** INPUT DATA **

********

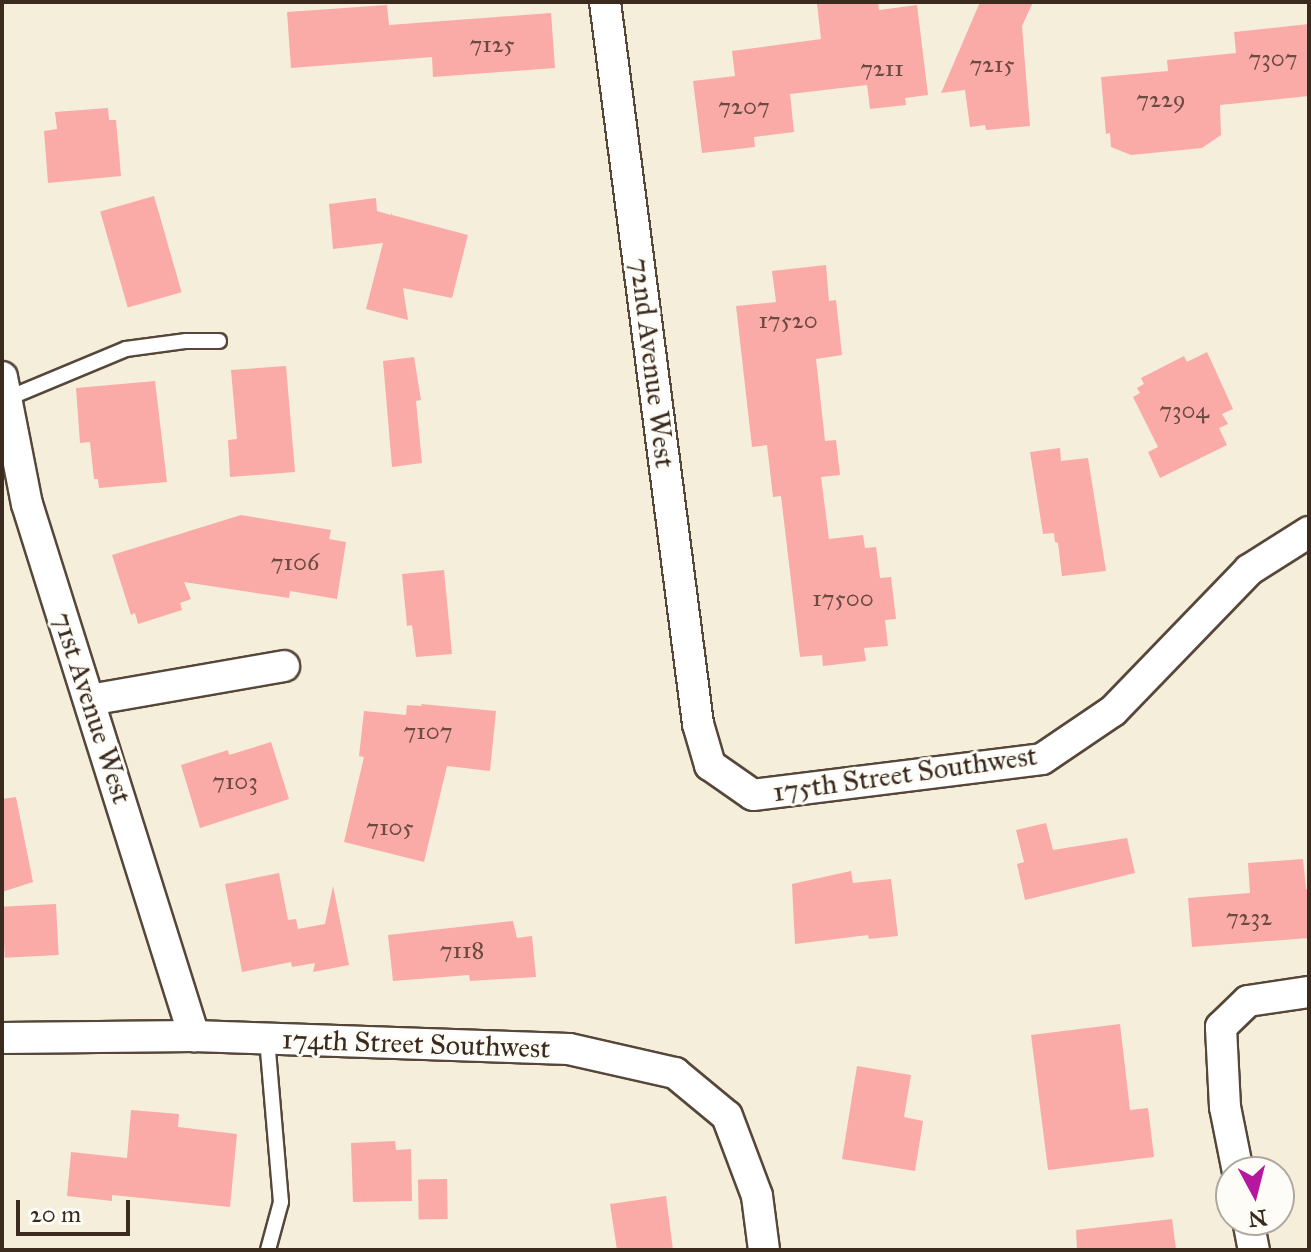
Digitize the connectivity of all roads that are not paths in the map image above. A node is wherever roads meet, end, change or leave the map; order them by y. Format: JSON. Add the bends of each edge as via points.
{"nodes":[{"id":1,"x":605,"y":2,"type":"edge"},
{"id":2,"x":219,"y":341,"type":"dead end"},
{"id":3,"x":4,"y":388,"type":"edge"},
{"id":4,"x":14,"y":506,"type":"edge"},
{"id":5,"x":1309,"y":532,"type":"edge"},
{"id":6,"x":284,"y":666,"type":"dead end"},
{"id":7,"x":90,"y":700,"type":"junction"},
{"id":8,"x":698,"y":724,"type":"joint"},
{"id":9,"x":1309,"y":992,"type":"edge"},
{"id":10,"x":194,"y":1036,"type":"junction"},
{"id":11,"x":2,"y":1038,"type":"edge"},
{"id":12,"x":267,"y":1039,"type":"junction"},
{"id":13,"x":1235,"y":1156,"type":"edge"},
{"id":14,"x":268,"y":1250,"type":"edge"},
{"id":15,"x":764,"y":1250,"type":"edge"}],
"edges":[{"from":1,"to":8,"type":"street","name":"72nd Avenue West"},
{"from":2,"to":3,"type":"lane","via":[[126,349]]},
{"from":3,"to":4,"type":"street","name":"71st Avenue West"},
{"from":4,"to":7,"type":"street","name":"71st Avenue West"},
{"from":5,"to":8,"type":"street","name":"175th Street Southwest","via":[[1249,570],[1113,711],[1042,759],[753,795],[710,765]]},
{"from":6,"to":7,"type":"street"},
{"from":7,"to":10,"type":"street","name":"71st Avenue West"},
{"from":9,"to":13,"type":"street","via":[[1248,1001],[1221,1027],[1225,1107]]},
{"from":10,"to":11,"type":"street","name":"174th Street Southwest"},
{"from":10,"to":12,"type":"street","name":"174th Street Southwest"},
{"from":12,"to":14,"type":"lane","via":[[281,1202]]},
{"from":12,"to":15,"type":"street","name":"174th Street Southwest","via":[[569,1049],[675,1073],[727,1116],[757,1196]]}]}
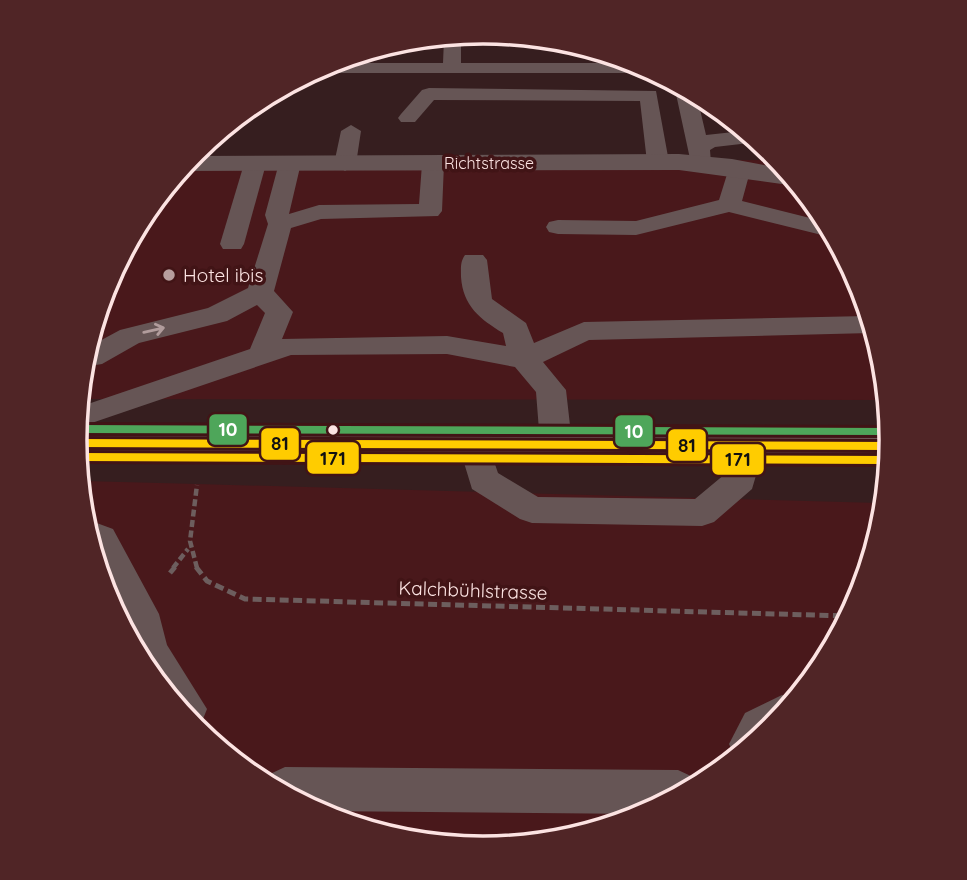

********

** WHAT TO PRODUCE **
Pull each line containing the word "Southwest" out of the data above.

** TASK RESULT **
{"from":5,"to":8,"type":"street","name":"175th Street Southwest","via":[[1249,570],[1113,711],[1042,759],[753,795],[710,765]]},
{"from":10,"to":11,"type":"street","name":"174th Street Southwest"},
{"from":10,"to":12,"type":"street","name":"174th Street Southwest"},
{"from":12,"to":15,"type":"street","name":"174th Street Southwest","via":[[569,1049],[675,1073],[727,1116],[757,1196]]}]}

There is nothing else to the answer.